The Company reminds attendees that they should carefully consider their own health/ personal circumstances before they decide to attend the SGM in person. The Company would like to remind all Shareholders that physical attendance at the SGM is not necessary for the purpose of exercising voting rights. As an alternative, by using proxy forms with voting instructions inserted, Shareholders may appoint the chairman of the SGM as their proxy to vote on the relevant resolutions at the SGM instead of attending the SGM in person.

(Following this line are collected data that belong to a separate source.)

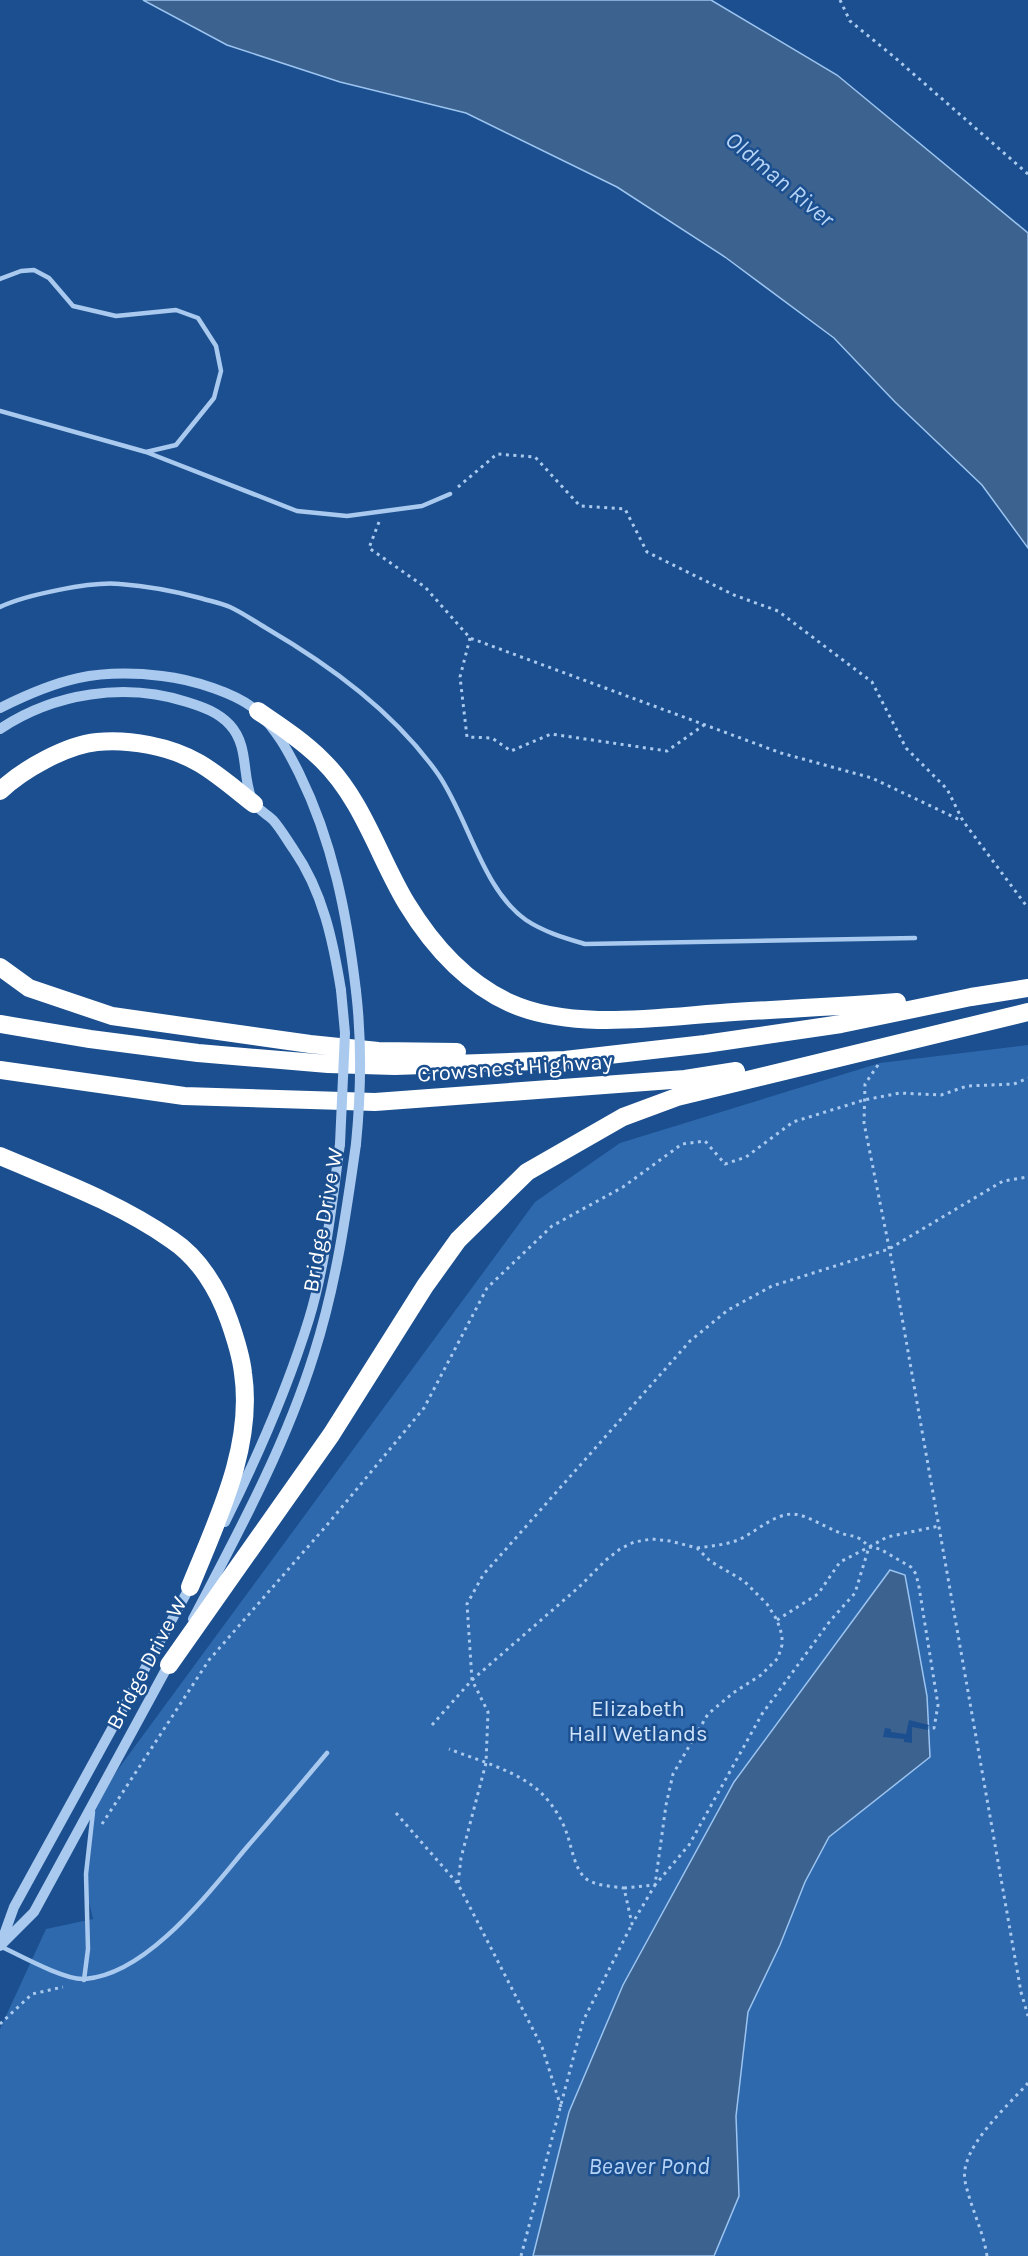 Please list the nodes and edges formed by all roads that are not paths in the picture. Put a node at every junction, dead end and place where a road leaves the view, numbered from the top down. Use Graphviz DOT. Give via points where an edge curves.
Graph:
graph roads {
  1 [pos="0,279"];
  2 [pos="0,411"];
  3 [pos="146,452"];
  4 [pos="450,494"];
  5 [pos="0,607"];
  6 [pos="0,708"];
  7 [pos="258,711"];
  8 [pos="0,729"];
  9 [pos="0,791"];
  10 [pos="254,804"];
  11 [pos="915,938"];
  12 [pos="0,967"];
  13 [pos="1028,988"];
  14 [pos="971,997"];
  15 [pos="1028,1012"];
  16 [pos="0,1023"];
  17 [pos="620,1054"];
  18 [pos="0,1070"];
  19 [pos="0,1156"];
  20 [pos="190,1587"];
  21 [pos="169,1665"];
  22 [pos="327,1753"];
  23 [pos="94,1802"];
  24 [pos="0,1946"];
  25 [pos="84,1980"];
  1 -- 3 [label="lane" via="34,270 49,278 74,306 116,316 176,310 198,318 216,346 221,371 214,398 176,445"];
  2 -- 3 [label="lane"];
  3 -- 4 [label="lane" via="297,511 347,516 422,506"];
  5 -- 11 [label="lane" via="16,599 117,583 174,591 229,607 286,639 376,705 409,738 439,775 503,898 526,920 552,934 585,944"];
  6 -- 7 [label="street, Bridge Drive W" via="71,678 139,673 210,686"];
  7 -- 14 [label="highway" via="324,761 370,830 406,903 447,958 510,1003 549,1016 633,1019"];
  7 -- 21 [label="street, Bridge Drive W, bridge" via="291,757 308,791 340,890 360,1027 356,1144 341,1250 315,1354 252,1507"];
  8 -- 10 [label="street" via="39,709 80,696 118,691 164,694 212,710 231,726 242,745 246,781"];
  9 -- 10 [label="highway" via="63,751 96,742 129,743 164,748 198,762"];
  10 -- 20 [label="street, Bridge Drive W, bridge" via="273,820 296,853 315,885 330,927 342,990 345,1033 340,1144 310,1318 253,1467"];
  12 -- 17 [label="highway" via="29,988 112,1016 310,1044 378,1051"];
  13 -- 14 [label="highway, Crowsnest Highway"];
  14 -- 17 [label="highway, Crowsnest Highway" via="841,1024"];
  15 -- 18 [label="highway, Crowsnest Highway" via="765,1067 685,1079 375,1102 184,1096"];
  15 -- 21 [label="highway" via="677,1097 623,1117 527,1172 458,1240 331,1435"];
  16 -- 17 [label="highway, Crowsnest Highway" via="187,1052 328,1064 395,1066 565,1060"];
  19 -- 20 [label="highway" via="87,1192 174,1241 202,1268 222,1300 243,1374 244,1410 228,1493"];
  20 -- 24 [label="street, Bridge Drive W" via="14,1907"];
  21 -- 23 [label="street, Bridge Drive W"];
  22 -- 25 [label="lane" via="190,1915 124,1967"];
  23 -- 24 [label="street, Bridge Drive W" via="34,1912"];
  23 -- 25 [label="lane" via="86,1874 88,1948"];
  24 -- 25 [label="lane" via="68,1977"];
}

Completion and return of the proxy forms will not preclude the Shareholders from attending and voting in person at the meeting or any adjournment thereof should they subsequently so wish, and in such case, the proxy forms previously submitted shall be deemed to be revoked.
As at the date of this notice, the executive directors of the Company are Mr. KE Liming, Ms. CHEN Xi, Mr. WAN Chao and Mr. Zhang Qiang; and the independent non-executive directors of the Company are Mr. CHAU Shing Yim, David, Mr. NIE Zhixin, Mr. CHEN Haiquan and Professor SHI Zhuomin.